«Si eras relaciones públicas de Pachá ligabas diez veces más»

La Voz

A CORUÑA

20 jul 2009 . Actualizado a las 13:13 h.

«Era la época del vespino, de los pantalones tobilleros, de Los Limones, de saltarte la cola para entrar en la discoteca y que todo el mundo lo viera». Los recuerdos se agolpan en la mente de Javier Álvarez, más conocido como Ché. Él estuvo involucrado en la época en la que la sesión de tarde de Pachá se convirtió en uno de los mitos juveniles de la ciudad. «Fue entre finales de los ochenta y el 92 o 93 -precisa-. Esa fue la época dorada de Pachá, algo impresionante. Y para nosotros, que nos eligieron como las estrellas de todo ese tinglado, ya ni te cuento».

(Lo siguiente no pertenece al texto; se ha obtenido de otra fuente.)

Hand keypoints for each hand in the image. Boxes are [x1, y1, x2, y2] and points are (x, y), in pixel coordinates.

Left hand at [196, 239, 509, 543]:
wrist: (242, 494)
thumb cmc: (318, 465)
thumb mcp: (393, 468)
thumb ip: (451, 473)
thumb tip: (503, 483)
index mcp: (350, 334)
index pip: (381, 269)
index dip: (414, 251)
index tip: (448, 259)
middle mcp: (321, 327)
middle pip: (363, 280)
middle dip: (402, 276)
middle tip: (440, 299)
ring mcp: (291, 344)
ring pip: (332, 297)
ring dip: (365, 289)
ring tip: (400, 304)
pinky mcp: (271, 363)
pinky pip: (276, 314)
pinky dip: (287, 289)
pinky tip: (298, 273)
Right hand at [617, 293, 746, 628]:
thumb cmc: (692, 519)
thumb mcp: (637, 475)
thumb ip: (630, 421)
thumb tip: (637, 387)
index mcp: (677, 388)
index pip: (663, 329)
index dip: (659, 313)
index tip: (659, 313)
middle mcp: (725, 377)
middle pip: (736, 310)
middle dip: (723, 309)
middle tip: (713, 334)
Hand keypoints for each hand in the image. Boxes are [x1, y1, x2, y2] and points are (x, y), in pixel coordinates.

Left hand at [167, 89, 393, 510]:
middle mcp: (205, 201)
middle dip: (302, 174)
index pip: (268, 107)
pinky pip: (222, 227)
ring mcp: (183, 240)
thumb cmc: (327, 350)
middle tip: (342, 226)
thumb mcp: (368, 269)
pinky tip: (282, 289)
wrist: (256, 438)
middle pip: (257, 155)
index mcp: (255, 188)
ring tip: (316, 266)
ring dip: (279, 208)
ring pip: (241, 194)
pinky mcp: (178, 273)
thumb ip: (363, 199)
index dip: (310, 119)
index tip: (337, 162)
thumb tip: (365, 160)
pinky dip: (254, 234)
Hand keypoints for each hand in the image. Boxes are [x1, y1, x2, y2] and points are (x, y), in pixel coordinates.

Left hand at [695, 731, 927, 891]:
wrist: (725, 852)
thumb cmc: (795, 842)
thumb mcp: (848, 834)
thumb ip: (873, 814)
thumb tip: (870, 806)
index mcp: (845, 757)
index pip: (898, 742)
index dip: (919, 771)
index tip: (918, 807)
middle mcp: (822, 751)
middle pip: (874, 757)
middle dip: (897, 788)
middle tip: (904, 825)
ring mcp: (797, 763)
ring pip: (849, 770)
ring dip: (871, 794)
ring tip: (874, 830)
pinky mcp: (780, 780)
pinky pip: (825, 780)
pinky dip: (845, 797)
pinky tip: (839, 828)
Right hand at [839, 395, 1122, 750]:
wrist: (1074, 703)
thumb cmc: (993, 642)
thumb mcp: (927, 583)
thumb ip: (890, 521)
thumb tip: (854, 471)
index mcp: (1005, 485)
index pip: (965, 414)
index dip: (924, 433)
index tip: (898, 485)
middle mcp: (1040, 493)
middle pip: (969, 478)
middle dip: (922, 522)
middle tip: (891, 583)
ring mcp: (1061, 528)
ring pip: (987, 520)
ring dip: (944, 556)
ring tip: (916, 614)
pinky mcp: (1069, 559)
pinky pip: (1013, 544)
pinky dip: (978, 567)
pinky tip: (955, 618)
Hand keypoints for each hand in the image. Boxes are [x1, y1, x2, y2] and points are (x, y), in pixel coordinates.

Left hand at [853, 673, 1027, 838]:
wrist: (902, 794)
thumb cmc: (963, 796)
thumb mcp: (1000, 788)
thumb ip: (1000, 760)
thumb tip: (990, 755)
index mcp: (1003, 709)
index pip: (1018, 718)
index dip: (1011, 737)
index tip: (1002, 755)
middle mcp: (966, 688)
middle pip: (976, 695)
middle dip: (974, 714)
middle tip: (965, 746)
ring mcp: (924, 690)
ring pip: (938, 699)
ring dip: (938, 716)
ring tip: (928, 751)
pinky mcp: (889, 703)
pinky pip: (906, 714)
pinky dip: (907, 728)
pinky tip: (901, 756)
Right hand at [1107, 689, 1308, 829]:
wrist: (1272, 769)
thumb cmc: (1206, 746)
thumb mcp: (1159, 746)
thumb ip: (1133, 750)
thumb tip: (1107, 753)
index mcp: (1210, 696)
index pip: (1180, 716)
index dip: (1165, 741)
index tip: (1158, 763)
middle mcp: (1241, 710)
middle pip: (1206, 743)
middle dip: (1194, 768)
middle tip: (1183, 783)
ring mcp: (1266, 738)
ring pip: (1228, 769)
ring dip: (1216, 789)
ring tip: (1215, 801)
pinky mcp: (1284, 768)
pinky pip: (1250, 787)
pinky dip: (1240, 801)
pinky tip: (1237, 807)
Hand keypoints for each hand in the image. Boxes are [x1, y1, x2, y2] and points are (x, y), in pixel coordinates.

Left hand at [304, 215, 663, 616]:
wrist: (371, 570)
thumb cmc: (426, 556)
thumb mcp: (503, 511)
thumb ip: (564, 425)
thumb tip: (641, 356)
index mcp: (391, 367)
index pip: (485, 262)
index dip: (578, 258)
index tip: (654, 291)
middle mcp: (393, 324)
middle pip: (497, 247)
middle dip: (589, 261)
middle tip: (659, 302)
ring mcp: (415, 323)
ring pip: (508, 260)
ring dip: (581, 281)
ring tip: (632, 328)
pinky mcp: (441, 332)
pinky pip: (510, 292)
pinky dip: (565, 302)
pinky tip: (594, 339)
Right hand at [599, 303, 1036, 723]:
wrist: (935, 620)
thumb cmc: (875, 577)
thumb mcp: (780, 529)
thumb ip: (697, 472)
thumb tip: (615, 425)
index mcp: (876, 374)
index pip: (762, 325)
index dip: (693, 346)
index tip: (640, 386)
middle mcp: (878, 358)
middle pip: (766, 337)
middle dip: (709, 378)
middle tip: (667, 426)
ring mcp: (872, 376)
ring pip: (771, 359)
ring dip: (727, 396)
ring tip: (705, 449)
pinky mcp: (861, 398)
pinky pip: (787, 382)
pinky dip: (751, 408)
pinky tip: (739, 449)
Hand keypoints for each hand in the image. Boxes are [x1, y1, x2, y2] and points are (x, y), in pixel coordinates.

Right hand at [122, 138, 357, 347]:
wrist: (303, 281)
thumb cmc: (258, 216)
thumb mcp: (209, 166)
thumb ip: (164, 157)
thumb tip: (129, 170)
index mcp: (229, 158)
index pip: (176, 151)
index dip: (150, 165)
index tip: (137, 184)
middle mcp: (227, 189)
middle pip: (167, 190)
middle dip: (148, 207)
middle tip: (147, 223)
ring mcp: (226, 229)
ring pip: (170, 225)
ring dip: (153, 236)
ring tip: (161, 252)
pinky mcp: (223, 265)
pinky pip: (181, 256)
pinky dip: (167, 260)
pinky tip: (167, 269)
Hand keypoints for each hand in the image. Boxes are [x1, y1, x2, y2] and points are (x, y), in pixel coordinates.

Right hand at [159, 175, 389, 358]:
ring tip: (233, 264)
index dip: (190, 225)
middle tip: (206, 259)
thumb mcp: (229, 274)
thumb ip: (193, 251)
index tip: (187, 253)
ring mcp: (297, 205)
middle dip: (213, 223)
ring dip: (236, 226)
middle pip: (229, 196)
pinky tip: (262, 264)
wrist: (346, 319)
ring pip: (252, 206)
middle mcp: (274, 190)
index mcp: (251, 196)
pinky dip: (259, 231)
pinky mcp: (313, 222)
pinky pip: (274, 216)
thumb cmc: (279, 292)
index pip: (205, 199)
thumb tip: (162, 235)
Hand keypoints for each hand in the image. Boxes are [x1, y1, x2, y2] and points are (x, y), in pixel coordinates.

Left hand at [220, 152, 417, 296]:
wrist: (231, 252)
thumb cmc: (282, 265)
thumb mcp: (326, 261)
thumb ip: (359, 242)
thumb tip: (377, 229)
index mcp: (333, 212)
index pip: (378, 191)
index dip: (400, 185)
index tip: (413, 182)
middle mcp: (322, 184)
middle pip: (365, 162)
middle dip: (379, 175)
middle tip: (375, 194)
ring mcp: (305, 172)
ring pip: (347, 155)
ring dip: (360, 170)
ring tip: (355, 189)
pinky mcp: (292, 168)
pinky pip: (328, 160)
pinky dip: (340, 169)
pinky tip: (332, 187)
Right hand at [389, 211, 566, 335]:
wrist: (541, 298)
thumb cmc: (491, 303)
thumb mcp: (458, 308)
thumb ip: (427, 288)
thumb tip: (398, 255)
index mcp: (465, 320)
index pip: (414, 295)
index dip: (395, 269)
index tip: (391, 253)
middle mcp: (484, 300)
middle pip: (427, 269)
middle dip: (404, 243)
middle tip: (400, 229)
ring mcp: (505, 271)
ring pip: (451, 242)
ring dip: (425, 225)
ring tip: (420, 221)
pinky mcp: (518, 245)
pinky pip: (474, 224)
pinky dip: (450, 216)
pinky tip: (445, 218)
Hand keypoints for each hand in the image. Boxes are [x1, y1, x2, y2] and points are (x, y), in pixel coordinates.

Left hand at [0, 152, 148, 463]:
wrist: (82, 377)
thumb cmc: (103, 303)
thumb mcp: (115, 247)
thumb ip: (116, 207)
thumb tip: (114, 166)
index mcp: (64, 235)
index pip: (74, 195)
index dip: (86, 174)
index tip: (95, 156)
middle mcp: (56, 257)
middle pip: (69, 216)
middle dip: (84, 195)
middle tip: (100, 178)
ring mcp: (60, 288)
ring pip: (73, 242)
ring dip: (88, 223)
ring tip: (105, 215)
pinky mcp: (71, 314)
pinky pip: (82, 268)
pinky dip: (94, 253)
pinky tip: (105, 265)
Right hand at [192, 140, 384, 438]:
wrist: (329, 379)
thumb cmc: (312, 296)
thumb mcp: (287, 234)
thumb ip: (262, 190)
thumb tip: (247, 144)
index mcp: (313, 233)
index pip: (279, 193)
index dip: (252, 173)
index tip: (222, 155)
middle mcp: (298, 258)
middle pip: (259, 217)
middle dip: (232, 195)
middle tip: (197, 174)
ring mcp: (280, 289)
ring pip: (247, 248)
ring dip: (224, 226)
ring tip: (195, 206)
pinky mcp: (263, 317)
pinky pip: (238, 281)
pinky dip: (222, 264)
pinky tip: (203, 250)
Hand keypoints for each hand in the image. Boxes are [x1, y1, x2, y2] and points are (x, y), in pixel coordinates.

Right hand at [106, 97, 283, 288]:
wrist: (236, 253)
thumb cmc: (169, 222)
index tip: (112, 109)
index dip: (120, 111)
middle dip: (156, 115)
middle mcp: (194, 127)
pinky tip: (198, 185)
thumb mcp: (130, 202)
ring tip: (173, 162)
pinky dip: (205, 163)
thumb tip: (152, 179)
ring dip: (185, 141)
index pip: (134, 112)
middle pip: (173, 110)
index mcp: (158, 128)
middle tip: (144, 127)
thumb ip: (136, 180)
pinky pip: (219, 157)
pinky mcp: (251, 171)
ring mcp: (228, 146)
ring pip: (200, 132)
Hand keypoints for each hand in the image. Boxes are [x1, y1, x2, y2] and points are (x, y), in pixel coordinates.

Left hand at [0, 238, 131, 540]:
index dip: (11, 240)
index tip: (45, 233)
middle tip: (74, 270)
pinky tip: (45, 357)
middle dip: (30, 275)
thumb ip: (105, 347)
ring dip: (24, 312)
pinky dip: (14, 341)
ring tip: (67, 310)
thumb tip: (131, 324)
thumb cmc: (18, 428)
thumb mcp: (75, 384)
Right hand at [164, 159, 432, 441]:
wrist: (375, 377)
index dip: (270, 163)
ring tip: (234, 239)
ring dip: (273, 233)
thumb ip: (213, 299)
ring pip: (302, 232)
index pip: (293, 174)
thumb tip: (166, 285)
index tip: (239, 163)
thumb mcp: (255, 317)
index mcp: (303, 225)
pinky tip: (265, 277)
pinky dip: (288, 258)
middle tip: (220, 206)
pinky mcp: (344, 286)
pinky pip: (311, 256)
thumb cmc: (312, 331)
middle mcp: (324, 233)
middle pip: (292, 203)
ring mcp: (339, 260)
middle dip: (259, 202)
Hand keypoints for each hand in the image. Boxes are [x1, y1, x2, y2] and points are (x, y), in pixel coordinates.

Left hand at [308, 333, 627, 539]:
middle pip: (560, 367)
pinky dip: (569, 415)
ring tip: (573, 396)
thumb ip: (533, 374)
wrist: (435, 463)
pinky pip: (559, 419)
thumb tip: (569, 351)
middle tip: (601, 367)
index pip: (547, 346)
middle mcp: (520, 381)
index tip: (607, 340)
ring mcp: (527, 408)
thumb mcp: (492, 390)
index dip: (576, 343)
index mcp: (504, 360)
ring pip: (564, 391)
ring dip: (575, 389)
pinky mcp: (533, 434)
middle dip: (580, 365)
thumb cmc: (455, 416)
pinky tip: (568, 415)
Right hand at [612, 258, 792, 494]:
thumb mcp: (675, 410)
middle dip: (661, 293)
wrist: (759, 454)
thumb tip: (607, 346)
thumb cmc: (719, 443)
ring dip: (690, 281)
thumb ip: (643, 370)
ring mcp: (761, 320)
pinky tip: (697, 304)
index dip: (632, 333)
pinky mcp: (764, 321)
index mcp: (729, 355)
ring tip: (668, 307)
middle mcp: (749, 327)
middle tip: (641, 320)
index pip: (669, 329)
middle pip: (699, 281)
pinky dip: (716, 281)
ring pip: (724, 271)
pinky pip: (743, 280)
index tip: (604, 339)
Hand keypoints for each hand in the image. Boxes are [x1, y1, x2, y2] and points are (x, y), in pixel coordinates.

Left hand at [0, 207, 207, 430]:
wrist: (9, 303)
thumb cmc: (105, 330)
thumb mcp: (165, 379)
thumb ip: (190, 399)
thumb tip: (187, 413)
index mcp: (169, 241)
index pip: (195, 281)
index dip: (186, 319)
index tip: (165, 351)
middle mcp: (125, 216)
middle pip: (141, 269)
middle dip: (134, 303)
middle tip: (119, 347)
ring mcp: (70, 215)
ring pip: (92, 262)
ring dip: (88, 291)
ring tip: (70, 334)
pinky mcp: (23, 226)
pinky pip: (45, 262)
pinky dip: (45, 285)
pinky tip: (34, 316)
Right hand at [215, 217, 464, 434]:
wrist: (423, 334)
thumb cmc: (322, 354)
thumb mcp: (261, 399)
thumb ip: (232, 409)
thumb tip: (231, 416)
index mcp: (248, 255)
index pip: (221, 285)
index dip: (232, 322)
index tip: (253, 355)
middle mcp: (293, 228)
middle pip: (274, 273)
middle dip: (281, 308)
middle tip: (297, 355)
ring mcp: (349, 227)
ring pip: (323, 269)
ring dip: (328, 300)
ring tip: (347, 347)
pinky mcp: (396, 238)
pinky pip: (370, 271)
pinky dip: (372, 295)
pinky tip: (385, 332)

«En ocasiones se superaban 2.500 personas», asegura Hugo Chas, otro de los personajes carismáticos que formaban parte del equipo. «No solía bajar de los 1.500 los días flojos y a todo ello había que sumarle entre 200 y 400 vips». Esa era la clave. Ser un vip (es decir, una persona muy importante) en ese contexto, suponía tener una vida iluminada como una especie de estrella local.

Ché revela cómo era aquel ambiente: «Había gente importante por el papel que representaba. Gente de locales emblemáticos como Agarimo, Marengo, Star, Finita, RKO y otros. En esos sitios tenías dos modos de entrar, uno saludando a todo el mundo y formando parte del rollo. Si no, te sentías tan incómodo por el examen visual al que eras sometido que optabas por marcharte».

Uno de los modos más eficaces para penetrar en esos círculos era convertirse en relaciones de Pachá. Se buscaba líderes de opinión en cada colegio que arrastrasen a sus compañeros. A excepción de los que dirigían el negocio, al resto no se les pagaba. Entrada y copas gratis era la retribución. El resto, intangible. «Si eras relaciones públicas de Pachá ligabas diez veces más», apunta Ché. «Había tema y no ligaba el que no quería», añade Chas.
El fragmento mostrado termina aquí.